Depois de ter sido o ator principal da forte quebra nas safras de grãos, fibras e cana-de-açúcar – e do recuo do PIB agropecuário nos primeiros meses do ano -, o clima deverá voltar à cena com surpresas para a agricultura brasileira.
O fenômeno climático que trouxe a catastrófica estiagem do verão (La Niña, esfriamento das águas do Oceano Pacífico) está perdendo espaço para o fenômeno oposto (El Niño), que será agora responsável por antecipar em quase em mês a estação de chuvas. Se confirmadas, as precipitações fora de época trarão problemas para cana e café, mas benefícios para o plantio de soja.
Neste momento, explica Eduardo Gonçalves, da Somar Meteorologia, o clima está na transição do La Niña para o El Niño (aquecimento das águas do Pacífico). Por isso as instabilidades em curso, como as chuvas atípicas do mês de junho. No mês passado, na maior parte do país choveu mais de duas vezes a média esperada. Isso por causa do aquecimento das águas da costa do Sudeste para níveis 1,5 graus Celsius acima do normal.
O café e a cana-de-açúcar foram as culturas mais afetadas pelas chuvas do mês passado. O café, em fase de colheita, teve sua qualidade afetada em regiões importantes, como o sul de Minas Gerais, sobretudo os cafés finos. Uma antecipação da estação de chuvas para o início de setembro deve ainda atrapalhar o fim da colheita do grão.
A cana no Centro-Sul do país atrofiou com a estiagem do primeiro trimestre, e as usinas tiveram que reduzir em 40 milhões de toneladas suas expectativas de moagem, para 509 milhões de toneladas. Em seguida, postergaram o início da moagem na esperança de que a cana se desenvolvesse um pouco mais. No entanto, em meados de maio e em junho as chuvas fora de época interromperam a colheita e reduziram a qualidade da cana. Somente em Piracicaba (SP), um importante polo canavieiro, choveu 198 milímetros (mm) no mês de junho, quando a média é de 47 mm, afirma a Somar.
Dias perdidos de moagem geralmente são recuperados com a postergação do fim da safra. No entanto, se de fato a estação de chuvas se antecipar, as usinas podem não conseguir moer tudo o que previam e terão que deixar cana em pé para processar em 2013.

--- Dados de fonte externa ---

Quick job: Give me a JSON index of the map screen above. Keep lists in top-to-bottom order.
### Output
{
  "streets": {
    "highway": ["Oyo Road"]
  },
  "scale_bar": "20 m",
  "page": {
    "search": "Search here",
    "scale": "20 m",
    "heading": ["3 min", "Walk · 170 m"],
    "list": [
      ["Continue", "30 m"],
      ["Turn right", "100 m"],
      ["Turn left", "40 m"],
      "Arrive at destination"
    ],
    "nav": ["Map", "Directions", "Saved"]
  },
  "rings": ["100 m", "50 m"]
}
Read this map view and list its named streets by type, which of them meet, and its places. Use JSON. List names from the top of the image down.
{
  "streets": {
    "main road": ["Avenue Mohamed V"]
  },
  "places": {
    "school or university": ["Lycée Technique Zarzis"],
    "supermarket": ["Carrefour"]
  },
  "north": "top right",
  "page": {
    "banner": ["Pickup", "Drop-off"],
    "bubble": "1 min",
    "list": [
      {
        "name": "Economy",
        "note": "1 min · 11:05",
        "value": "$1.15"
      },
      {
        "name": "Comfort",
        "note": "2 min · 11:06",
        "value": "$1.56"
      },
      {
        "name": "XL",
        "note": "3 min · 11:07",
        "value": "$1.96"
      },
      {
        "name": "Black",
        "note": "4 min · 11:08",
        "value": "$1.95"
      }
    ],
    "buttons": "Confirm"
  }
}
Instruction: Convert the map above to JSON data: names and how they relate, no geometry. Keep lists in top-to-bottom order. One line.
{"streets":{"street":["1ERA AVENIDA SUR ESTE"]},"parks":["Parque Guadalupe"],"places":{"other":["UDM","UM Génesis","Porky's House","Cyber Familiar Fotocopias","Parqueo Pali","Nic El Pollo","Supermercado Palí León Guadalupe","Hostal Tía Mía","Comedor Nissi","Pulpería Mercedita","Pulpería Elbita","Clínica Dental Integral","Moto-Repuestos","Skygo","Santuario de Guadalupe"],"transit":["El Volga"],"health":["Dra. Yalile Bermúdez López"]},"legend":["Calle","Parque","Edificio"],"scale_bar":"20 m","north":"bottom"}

Mas as chuvas prematuras não trarão apenas malefícios. Principalmente para as culturas de grãos e fibras, espera-se bons efeitos. Se trouxer solos mais úmidos no começo de setembro como promete o El Niño, as precipitações ajudarão no plantio de soja das variedades de soja superprecoces no maior Estado produtor da oleaginosa do país: Mato Grosso. O Estado planta o grão a partir de 15 de setembro para colhê-lo em janeiro e, em seguida, plantar a segunda safra de milho ou algodão.
Assim, é preciso que o plantio de soja ocorra no tempo certo para não aumentar o risco climático do milho e algodão da segunda safra. Até lá, no curtíssimo prazo, as culturas em fase de colheita – cana, laranja e café – terão algum alento, pois até agosto, a previsão é de clima seco.
Na safra 2011/12, o Nordeste e o Sul do país foram as regiões mais afetadas pela estiagem. Segundo levantamento da Companhia Nacional de Abastecimento (Conab) as culturas de feijão e de milho tiveram perdas de 80% no semiárido nordestino. O algodão também sofreu, sobretudo na Bahia, segundo maior produtor nacional. A redução da produtividade da pluma atingiu 17% em consequência da pior seca das últimas décadas.
No Sul do país, a seca provocou perdas de 43,8% na soja gaúcha e de 29% nas lavouras do grão no Paraná. Os campos de soja de Mato Grosso do Sul também perderam 10,5% em produtividade.